Material of Tue 2 April 2019, week 5
First Visualise the data
plot(mpg ~ horsepower, data = Auto,
pch = (15:25)[as.numeric(Auto$cylinders)],
xlab = "Horsepower",
ylab= "Mileage",
main = "Mileage given horsepower")
First Visualise the data
ggplot(data = Auto, aes(y = mpg, x = horsepower, col = year, shape = as.factor(cylinders))) +
geom_point() +
theme_bw()+
labs(x = "Horsepower", y = "Mileage", title = "Fuel Efficiency given Horsepower")
Looking at the data we may find that the appropriate model is some non-linear function, given that we would expect \(\frac{\Delta S}{\Delta E} \propto \frac{\Delta E}{\Delta t}, \quad \exists \bar{v}\) the appropriate model would be a hyperbola, however we will also try a quadratic function and compare the performance.
In a case like this it would be more appropriate to visualise the linearised data and then try and impute the correct corresponding model.
the boot
package works with glm
not lm
so that needs to be used instead.
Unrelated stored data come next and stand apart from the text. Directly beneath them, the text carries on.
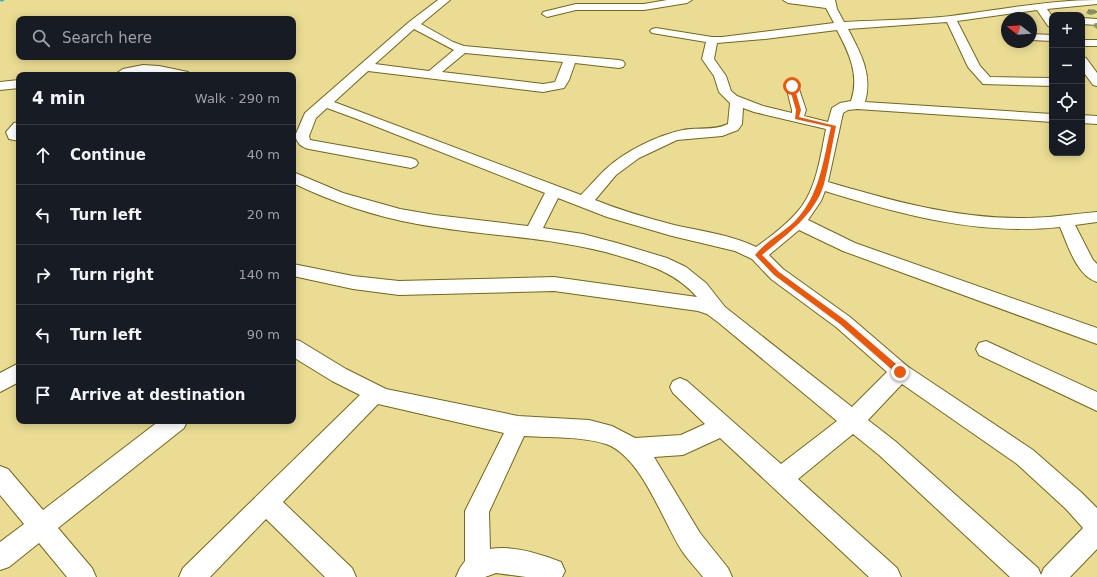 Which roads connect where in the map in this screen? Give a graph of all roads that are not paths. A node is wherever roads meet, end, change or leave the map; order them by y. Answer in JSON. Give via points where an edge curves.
{"nodes":[{"id":1,"x":444,"y":0,"type":"edge"},
{"id":2,"x":686,"y":0,"type":"edge"},
{"id":3,"x":788,"y":0,"type":"edge"},
{"id":4,"x":1023,"y":0,"type":"edge"},
{"id":5,"x":1097,"y":1,"type":"edge"},
{"id":6,"x":831,"y":3,"type":"edge"},
{"id":7,"x":1037,"y":6,"type":"junction"},
{"id":8,"x":547,"y":14,"type":"dead end"},
{"id":9,"x":950,"y":19,"type":"junction"},
{"id":10,"x":1049,"y":19,"type":"edge"},
{"id":11,"x":1085,"y":21,"type":"edge"},
{"id":12,"x":1097,"y":22,"type":"edge"},
{"id":13,"x":413,"y":24,"type":"junction"},
{"id":14,"x":840,"y":26,"type":"junction"},
{"id":15,"x":656,"y":31,"type":"dead end"},
{"id":16,"x":1037,"y":38,"type":"edge"},
{"id":17,"x":1049,"y":38,"type":"edge"},
{"id":18,"x":712,"y":40,"type":"junction"},
{"id":19,"x":1085,"y":42,"type":"edge"},
{"id":20,"x":1097,"y":43,"type":"edge"},
{"id":21,"x":462,"y":48,"type":"junction"},
{"id":22,"x":570,"y":60,"type":"junction"},
{"id":23,"x":619,"y":64,"type":"dead end"},
{"id":24,"x":1085,"y":65,"type":"edge"},
{"id":25,"x":366,"y":67,"type":"junction"},
{"id":26,"x":127,"y":72,"type":"edge"},
{"id":27,"x":169,"y":72,"type":"edge"},
{"id":28,"x":433,"y":74,"type":"junction"},
{"id":29,"x":1049,"y":82,"type":"edge"},
{"id":30,"x":1097,"y":82,"type":"edge"},
{"id":31,"x":16,"y":84,"type":"edge"},
{"id":32,"x":1085,"y":84,"type":"edge"},
{"id":33,"x":1097,"y":85,"type":"edge"},
{"id":34,"x":0,"y":86,"type":"edge"},
{"id":35,"x":792,"y":86,"type":"dead end"},
{"id":36,"x":738,"y":101,"type":"junction"},
{"id":37,"x":324,"y":103,"type":"junction"},
{"id":38,"x":857,"y":105,"type":"junction"},
{"id":39,"x":296,"y":117,"type":"edge"},
{"id":40,"x":796,"y":118,"type":"junction"},
{"id":41,"x":1049,"y":118,"type":"edge"},
{"id":42,"x":1085,"y":119,"type":"edge"},
{"id":43,"x":1097,"y":120,"type":"edge"},
{"id":44,"x":307,"y":121,"type":"junction"},
{"id":45,"x":833,"y":126,"type":"junction"},
{"id":46,"x":16,"y":129,"type":"edge"},
{"id":47,"x":16,"y":136,"type":"edge"},
{"id":48,"x":296,"y":138,"type":"edge"},
{"id":49,"x":410,"y":163,"type":"dead end"},
{"id":50,"x":296,"y":178,"type":"edge"},
{"id":51,"x":821,"y":185,"type":"junction"},
{"id":52,"x":554,"y":191,"type":"junction"},
{"id":53,"x":584,"y":202,"type":"junction"},
{"id":54,"x":1097,"y":217,"type":"edge"},
{"id":55,"x":1065,"y":220,"type":"junction"},
{"id":56,"x":797,"y":222,"type":"junction"},
{"id":57,"x":533,"y":232,"type":"junction"},
{"id":58,"x":758,"y":255,"type":"junction"},
{"id":59,"x":296,"y":271,"type":"edge"},
{"id":60,"x":1097,"y":275,"type":"edge"},
{"id":61,"x":718,"y":312,"type":"junction"},
{"id":62,"x":1097,"y":336,"type":"edge"},
{"id":63,"x":296,"y":348,"type":"edge"},
{"id":64,"x":986,"y":349,"type":"dead end"},
{"id":65,"x":900,"y":372,"type":"junction"},
{"id":66,"x":16,"y":374,"type":"edge"},
{"id":67,"x":0,"y":384,"type":"edge"},
{"id":68,"x":680,"y":387,"type":"dead end"},
{"id":69,"x":376,"y":394,"type":"junction"},
{"id":70,"x":1097,"y":402,"type":"edge"},
{"id":71,"x":854,"y":421,"type":"junction"},
{"id":72,"x":172,"y":424,"type":"edge"},
{"id":73,"x":518,"y":426,"type":"junction"},
{"id":74,"x":723,"y":426,"type":"junction"},
{"id":75,"x":633,"y":448,"type":"junction"},
{"id":76,"x":0,"y":477,"type":"edge"},
{"id":77,"x":780,"y":479,"type":"junction"},
{"id":78,"x":267,"y":503,"type":"junction"},
{"id":79,"x":1097,"y":525,"type":"edge"},
{"id":80,"x":40,"y":526,"type":"junction"},
{"id":81,"x":1097,"y":531,"type":"edge"},
{"id":82,"x":0,"y":558,"type":"edge"},
{"id":83,"x":473,"y":572,"type":"edge"},
{"id":84,"x":552,"y":572,"type":"dead end"},
{"id":85,"x":83,"y":577,"type":"edge"},
{"id":86,"x":192,"y":577,"type":"edge"},
{"id":87,"x":344,"y":577,"type":"edge"},
{"id":88,"x":719,"y":577,"type":"edge"},
{"id":89,"x":888,"y":577,"type":"edge"},
{"id":90,"x":1029,"y":577,"type":"edge"},
{"id":91,"x":1053,"y":577,"type":"edge"}],
"edges":[{"from":1,"to":13,"type":"street"},
{"from":2,"to":8,"type":"street","via":[[644,7],[576,7]]},
{"from":3,"to":6,"type":"street"},
{"from":4,"to":7,"type":"street"},
{"from":5,"to":7,"type":"street"},
{"from":6,"to":14,"type":"street"},
{"from":7,"to":9,"type":"street"},
{"from":7,"to":10,"type":"street"},
{"from":9,"to":14,"type":"street"},
{"from":9,"to":29,"type":"street","via":[[961,35],[972,66],[987,81]]},
{"from":11,"to":12,"type":"street"},
{"from":13,"to":21,"type":"street","via":[[449,44]]},
{"from":13,"to":25,"type":"street"},
{"from":14,"to":18,"type":"street"},
{"from":14,"to":38,"type":"street","via":[[859,67],[862,91]]},
{"from":15,"to":18,"type":"street"},
{"from":16,"to":17,"type":"street"},
{"from":18,"to":36,"type":"street","via":[[708,59],[720,76],[725,92]]},
{"from":19,"to":20,"type":"street"},
{"from":21,"to":22,"type":"street"},
{"from":21,"to":28,"type":"street"},
{"from":22,"to":23,"type":"street"},
{"from":22,"to":28,"type":"street","via":[[560,85],[553,87],[505,84]]},
{"from":24,"to":30,"type":"street"},
{"from":25,"to":28,"type":"street"},
{"from":25,"to":37,"type":"street"},
{"from":26,"to":27,"type":"street","via":[[148,68]]},
{"from":31,"to":34,"type":"street"},
{"from":32,"to":33,"type":"street"},
{"from":35,"to":40,"type":"street","via":[[798,110]]},
{"from":36,"to":40,"type":"street"},
{"from":36,"to":53,"type":"street","via":[[735,124],[728,131],[672,137],[634,155],[611,172]]},
{"from":37,"to":44,"type":"street"},
{"from":37,"to":52,"type":"street"},
{"from":38,"to":41,"type":"street"},
{"from":38,"to":45,"type":"street","via":[[840,108]]},
{"from":39,"to":44,"type":"street"},
{"from":40,"to":45,"type":"street"},
{"from":42,"to":43,"type":"street"},
{"from":44,"to":48,"type":"street"},
{"from":45,"to":51,"type":"street"},
{"from":46,"to":47,"type":"street","via":[[12,132]]},
{"from":48,"to":49,"type":"street","via":[[310,146]]},
{"from":50,"to":57,"type":"street","via":[[332,195],[376,209],[451,223]]},
{"from":51,"to":55,"type":"street","via":[[890,206],[936,216],[1025,224]]},
{"from":51,"to":56,"type":"street"},
{"from":52,"to":53,"type":"street"},
{"from":52,"to":57,"type":"street"},
{"from":53,"to":58,"type":"street","via":[[672,230],[741,247]]},
{"from":54,"to":55,"type":"street"},
{"from":55,"to":60,"type":"street","via":[[1086,264]]},
{"from":56,"to":58,"type":"street"},
{"from":56,"to":62,"type":"street","via":[[850,247]]},
{"from":57,"to":61,"type":"street","via":[[592,242],[668,265],[704,291]]},
{"from":58,"to":65,"type":"street","via":[[776,274],[843,322]]},
{"from":59,"to":61,"type":"street","via":[[330,279],[393,288],[554,284],[700,304]]},
{"from":61,"to":71,"type":"street"},
{"from":63,"to":69,"type":"street"},
{"from":64,"to":70,"type":"street"},
{"from":65,"to":71,"type":"street"},
{"from":65,"to":79,"type":"street","via":[[1025,457]]},
{"from":66,"to":67,"type":"street"},
{"from":68,"to":74,"type":"street"},
{"from":69,"to":73,"type":"street"},
{"from":69,"to":78,"type":"street"},
{"from":71,"to":77,"type":"street"},
{"from":71,"to":90,"type":"street"},
{"from":72,"to":80,"type":"street"},
{"from":73,"to":75,"type":"street","via":[[589,430],[612,436]]},
{"from":73,"to":83,"type":"street","via":[[476,511]]},
{"from":74,"to":75,"type":"street","via":[[683,445]]},
{"from":74,"to":77,"type":"street"},
{"from":75,"to":88,"type":"street","via":[[646,462],[691,542]]},
{"from":76,"to":80,"type":"street"},
{"from":77,"to":89,"type":"street"},
{"from":78,"to":86,"type":"street"},
{"from":78,"to":87,"type":"street"},
{"from":80,"to":82,"type":"street"},
{"from":80,"to":85,"type":"street"},
{"from":81,"to":91,"type":"street"},
{"from":83,"to":84,"type":"street","via":[[489,561],[503,560]]}]}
If the family
parameter of glm
is not specified, the model produced will be a linear regression, it is also necessary in this case to use poly
instead of I()
(think changing heads in mathematica) so we can use a loop to change the degree of the polynomial later.
ggplot(data = Auto, aes(y = mpg, x = I((horsepower)^-1), col = year, shape = as.factor(cylinders))) +
geom_point() +
theme_bw()+
labs(x = TeX("$\\frac{1}{Horsepower}$"), y = "Mileage", title = "Hyperbolic Model")
ggplot(data = Auto, aes(y = mpg, x = I((horsepower)^2), col = year, shape = as.factor(cylinders))) +
geom_point() +
theme_bw()+
labs(x = TeX("Horsepower$^2$"), y = "Mileage", title = "Hyperbolic Model")
These models suggest that the correct model is hyperbolic, although the plot appears to violate the assumption of homoskedasticity, this could however be explained by the cylinder count (denoted by shapes). Create both the models and plot them:
mpg_mod_quad <- glm(formula = mpg ~ I(horsepower^2) + horsepower, data = Auto)
summary(mpg_mod_quad)$coefficients %>% round(1)
## Estimate Std. Error t value Pr(>|t|)
## (Intercept) 56.9 1.8 31.6 0
## I(horsepower^2) 0.0 0.0 10.1 0
## horsepower -0.5 0.0 -15.0 0
mpg_mod_hyp <- glm(formula = mpg ~ I(horsepower^-1), data = Auto)
summary(mpg_mod_hyp)$coefficients %>% round(1)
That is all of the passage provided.